**DIRECTIONS**
In the material below, find every line containing "this" and copy that line.

**EXTRACTED MATERIAL**

+++++

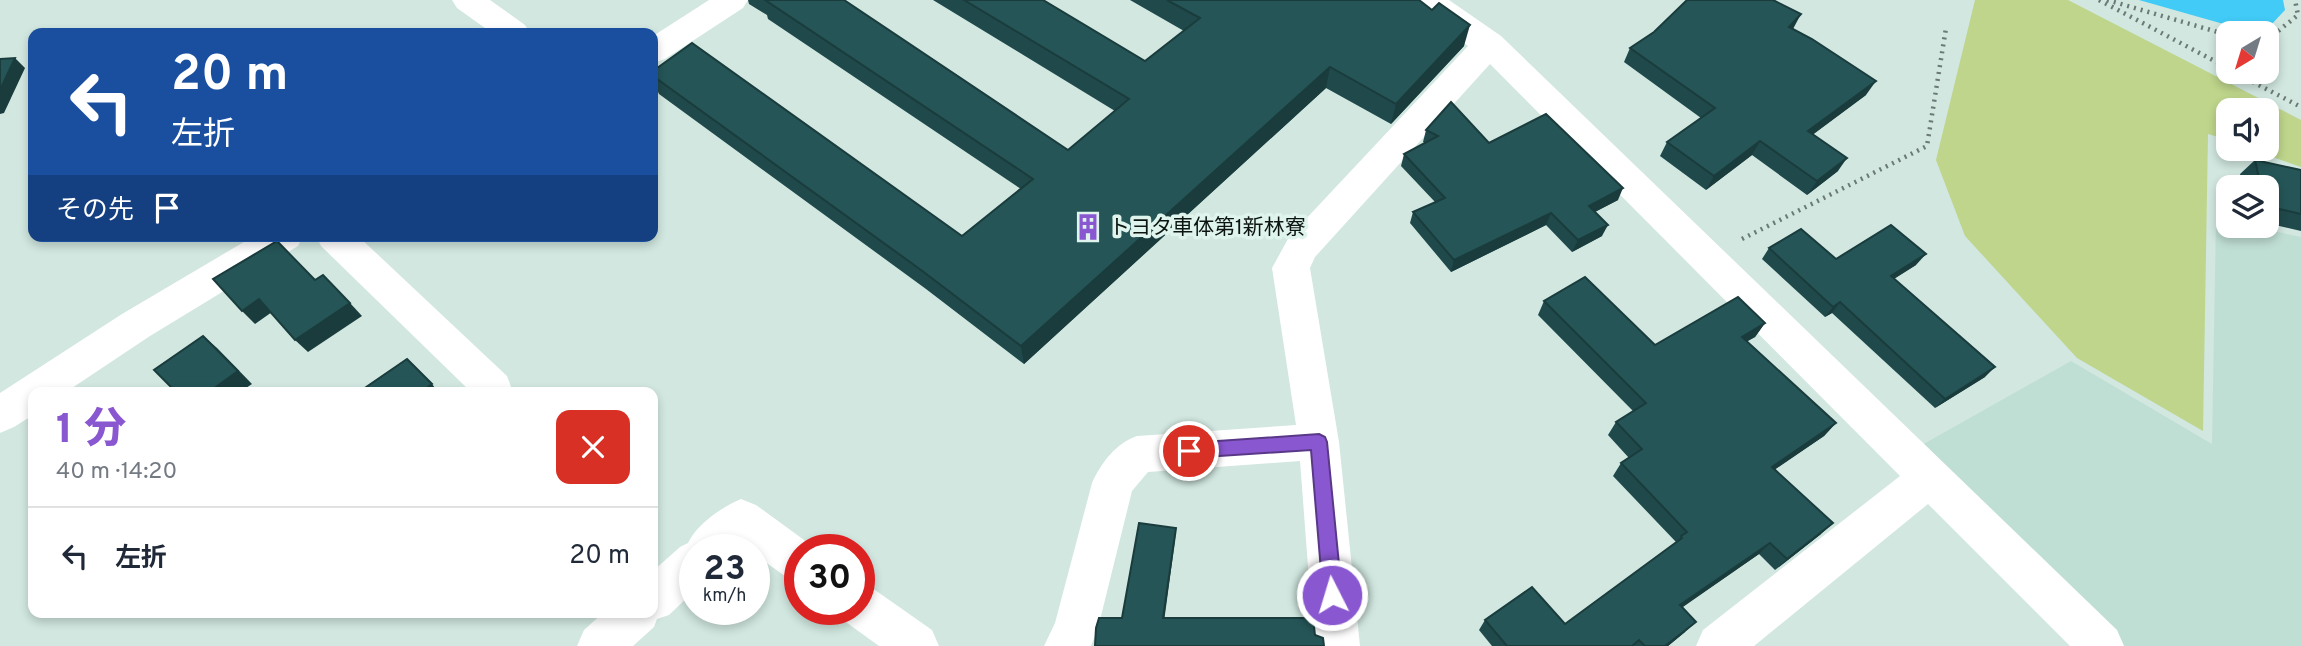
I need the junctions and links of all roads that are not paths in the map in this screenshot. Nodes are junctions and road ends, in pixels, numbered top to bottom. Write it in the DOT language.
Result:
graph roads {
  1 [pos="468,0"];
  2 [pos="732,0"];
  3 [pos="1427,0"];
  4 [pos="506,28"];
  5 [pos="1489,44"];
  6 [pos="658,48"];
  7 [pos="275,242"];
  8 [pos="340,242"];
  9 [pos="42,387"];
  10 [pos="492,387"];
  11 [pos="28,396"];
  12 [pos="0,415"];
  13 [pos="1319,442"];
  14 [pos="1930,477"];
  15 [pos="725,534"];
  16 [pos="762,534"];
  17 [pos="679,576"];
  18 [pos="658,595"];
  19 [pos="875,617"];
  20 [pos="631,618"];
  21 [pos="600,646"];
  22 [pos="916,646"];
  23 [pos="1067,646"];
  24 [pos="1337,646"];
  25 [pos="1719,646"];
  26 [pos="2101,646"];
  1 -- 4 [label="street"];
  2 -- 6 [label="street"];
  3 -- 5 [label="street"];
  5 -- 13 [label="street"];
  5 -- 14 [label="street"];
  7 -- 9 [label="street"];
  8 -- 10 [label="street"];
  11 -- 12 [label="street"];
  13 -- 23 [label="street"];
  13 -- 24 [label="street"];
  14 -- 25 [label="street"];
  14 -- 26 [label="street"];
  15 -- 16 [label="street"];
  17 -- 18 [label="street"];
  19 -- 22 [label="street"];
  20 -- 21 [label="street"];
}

+++++

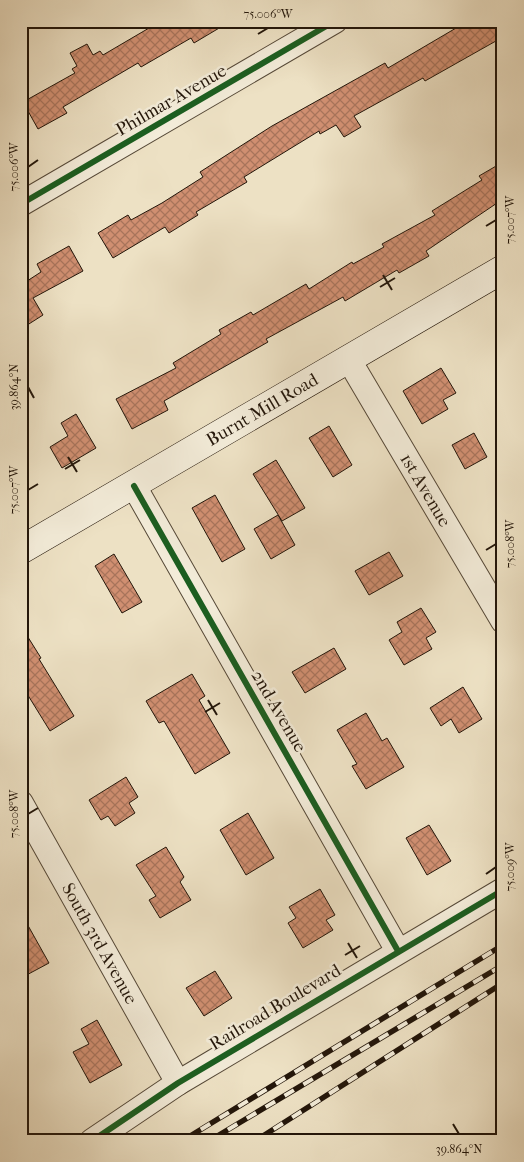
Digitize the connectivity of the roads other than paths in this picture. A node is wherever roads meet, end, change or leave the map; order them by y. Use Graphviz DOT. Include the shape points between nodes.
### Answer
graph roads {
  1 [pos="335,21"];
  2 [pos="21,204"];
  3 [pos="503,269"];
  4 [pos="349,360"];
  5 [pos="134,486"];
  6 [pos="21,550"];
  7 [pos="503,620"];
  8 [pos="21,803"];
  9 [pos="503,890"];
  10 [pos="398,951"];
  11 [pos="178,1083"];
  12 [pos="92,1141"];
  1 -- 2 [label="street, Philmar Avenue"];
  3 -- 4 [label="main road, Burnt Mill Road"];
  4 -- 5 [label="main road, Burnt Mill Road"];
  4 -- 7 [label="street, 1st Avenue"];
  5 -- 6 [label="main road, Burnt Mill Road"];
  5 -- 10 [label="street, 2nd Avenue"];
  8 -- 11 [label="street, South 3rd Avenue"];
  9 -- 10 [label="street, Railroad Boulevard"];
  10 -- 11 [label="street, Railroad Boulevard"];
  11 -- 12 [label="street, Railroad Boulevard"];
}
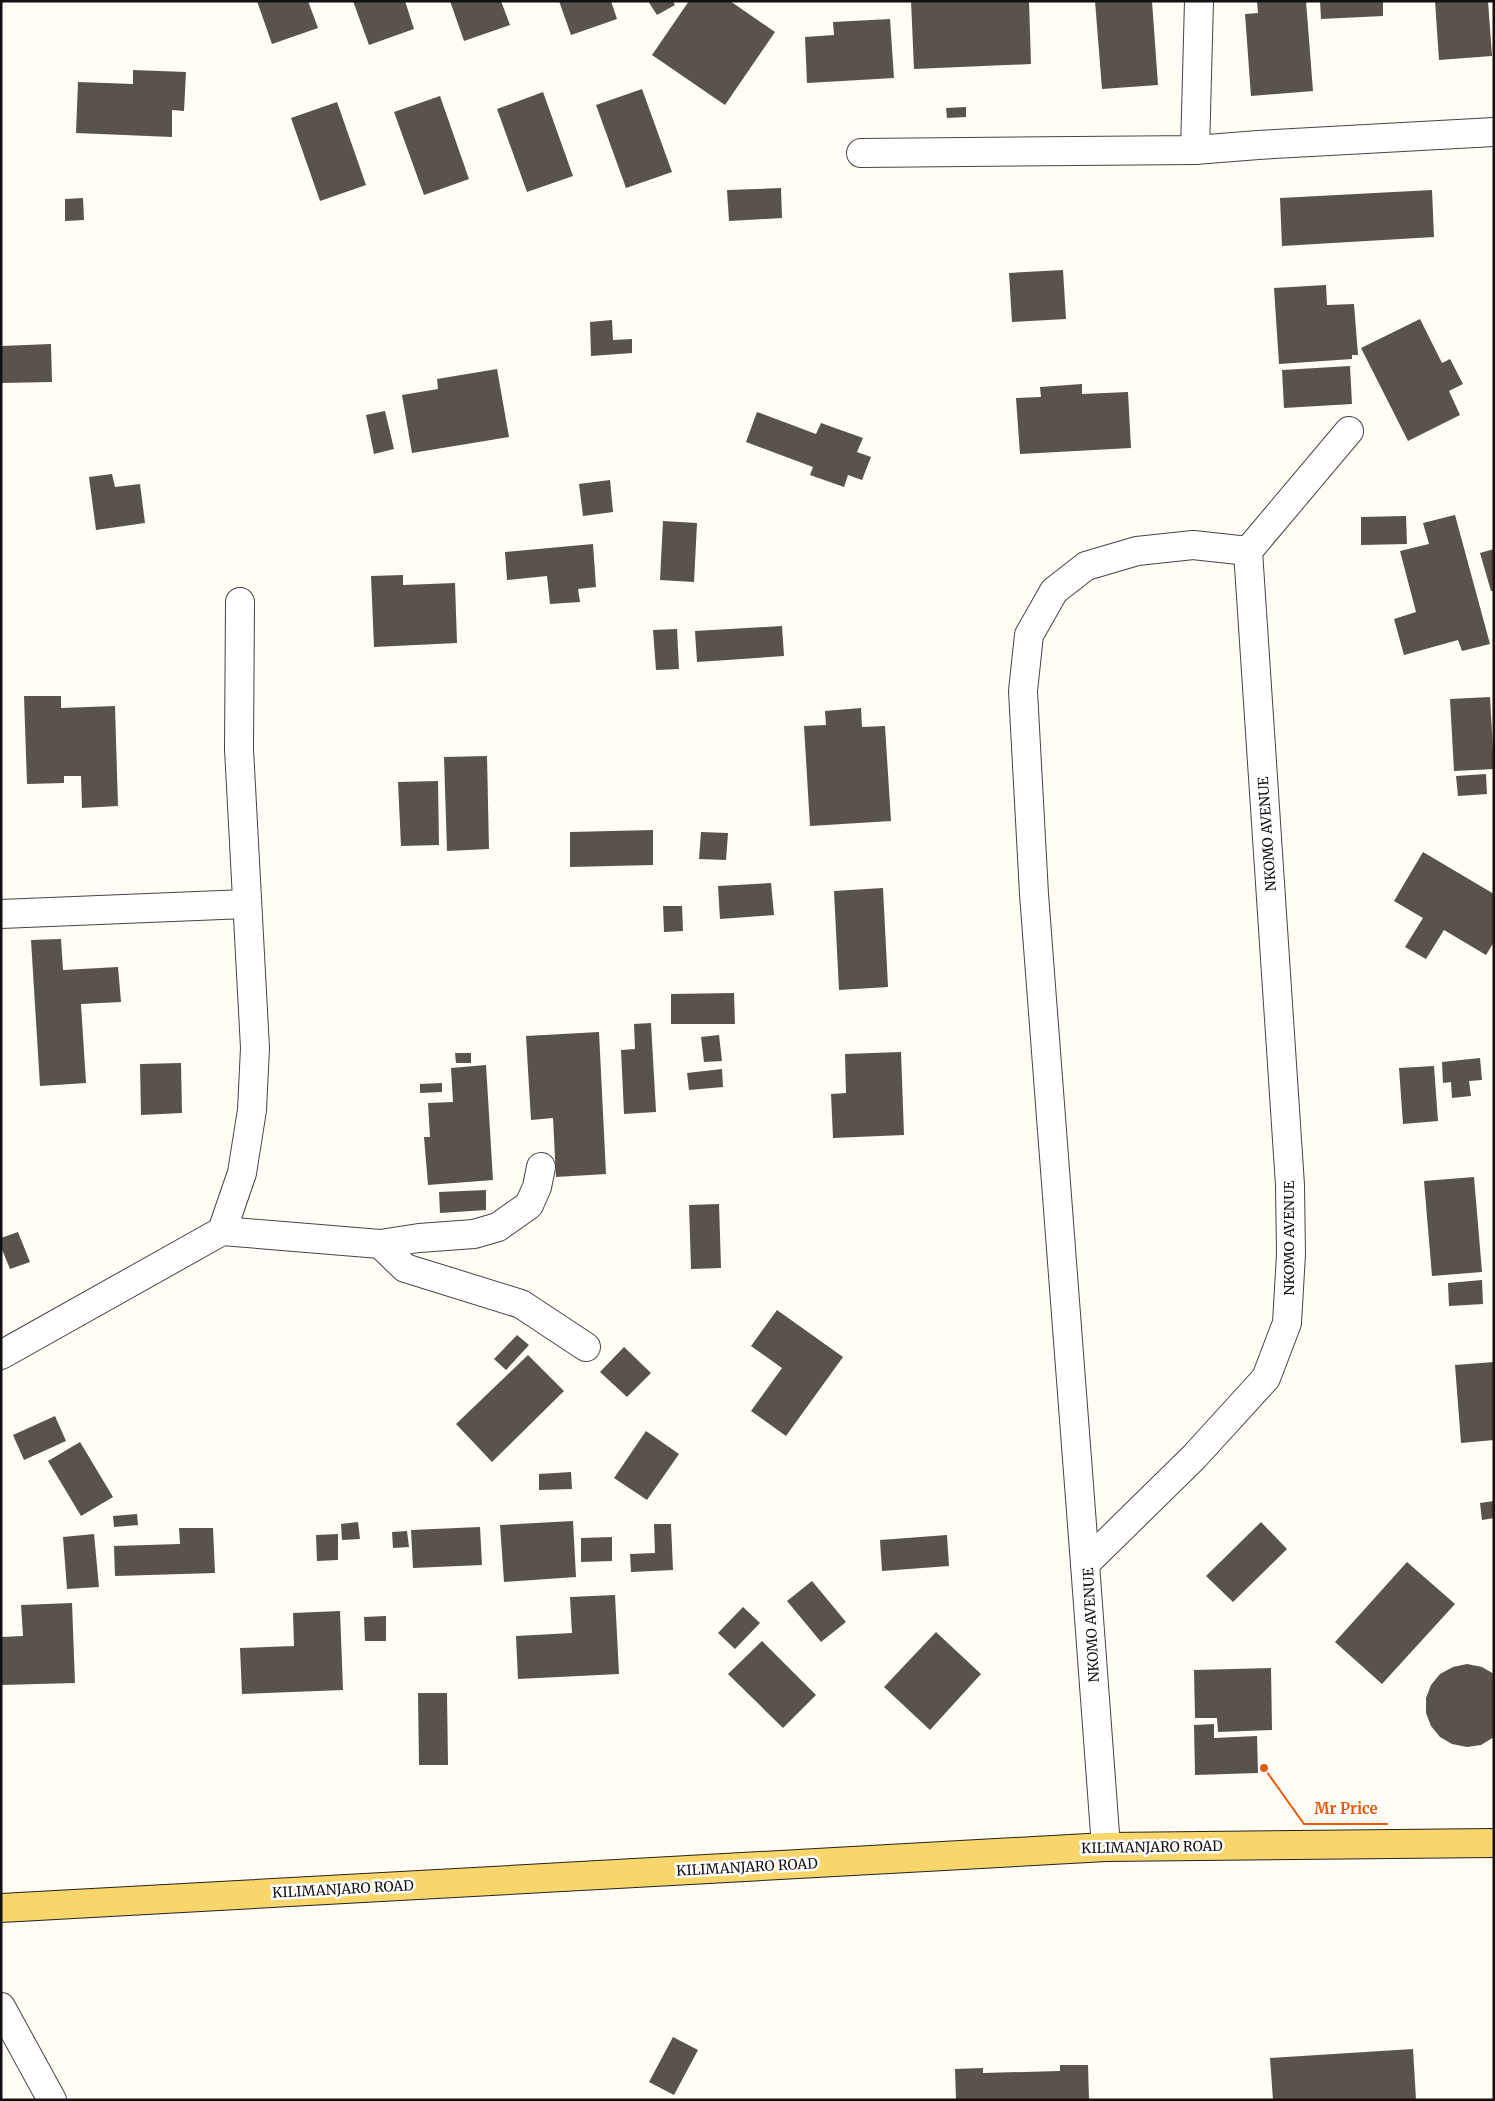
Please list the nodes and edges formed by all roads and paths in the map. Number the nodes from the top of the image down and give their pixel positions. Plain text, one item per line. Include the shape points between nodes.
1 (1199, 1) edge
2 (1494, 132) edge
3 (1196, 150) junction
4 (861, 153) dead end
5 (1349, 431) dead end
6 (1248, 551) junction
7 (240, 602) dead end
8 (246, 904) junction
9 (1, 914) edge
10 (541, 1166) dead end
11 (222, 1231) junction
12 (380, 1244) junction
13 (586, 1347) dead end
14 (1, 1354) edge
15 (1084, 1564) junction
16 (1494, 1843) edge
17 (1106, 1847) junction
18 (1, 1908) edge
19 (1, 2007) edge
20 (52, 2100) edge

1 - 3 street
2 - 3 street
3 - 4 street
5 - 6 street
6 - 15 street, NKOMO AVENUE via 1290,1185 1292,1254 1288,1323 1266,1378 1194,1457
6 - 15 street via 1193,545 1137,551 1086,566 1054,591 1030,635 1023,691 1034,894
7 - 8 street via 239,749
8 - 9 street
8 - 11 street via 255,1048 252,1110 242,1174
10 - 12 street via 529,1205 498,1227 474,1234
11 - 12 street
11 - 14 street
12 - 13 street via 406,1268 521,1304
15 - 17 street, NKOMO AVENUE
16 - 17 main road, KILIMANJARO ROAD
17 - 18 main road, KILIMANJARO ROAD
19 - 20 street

+++++

**ANSWER TO THE EXERCISE**
I need the junctions and links of all roads that are not paths in the map in this screenshot. Nodes are junctions and road ends, in pixels, numbered top to bottom. Write it in the DOT language.
Digitize the connectivity of the roads other than paths in this picture. A node is wherever roads meet, end, change or leave the map; order them by y. Use Graphviz DOT. Include the shape points between nodes.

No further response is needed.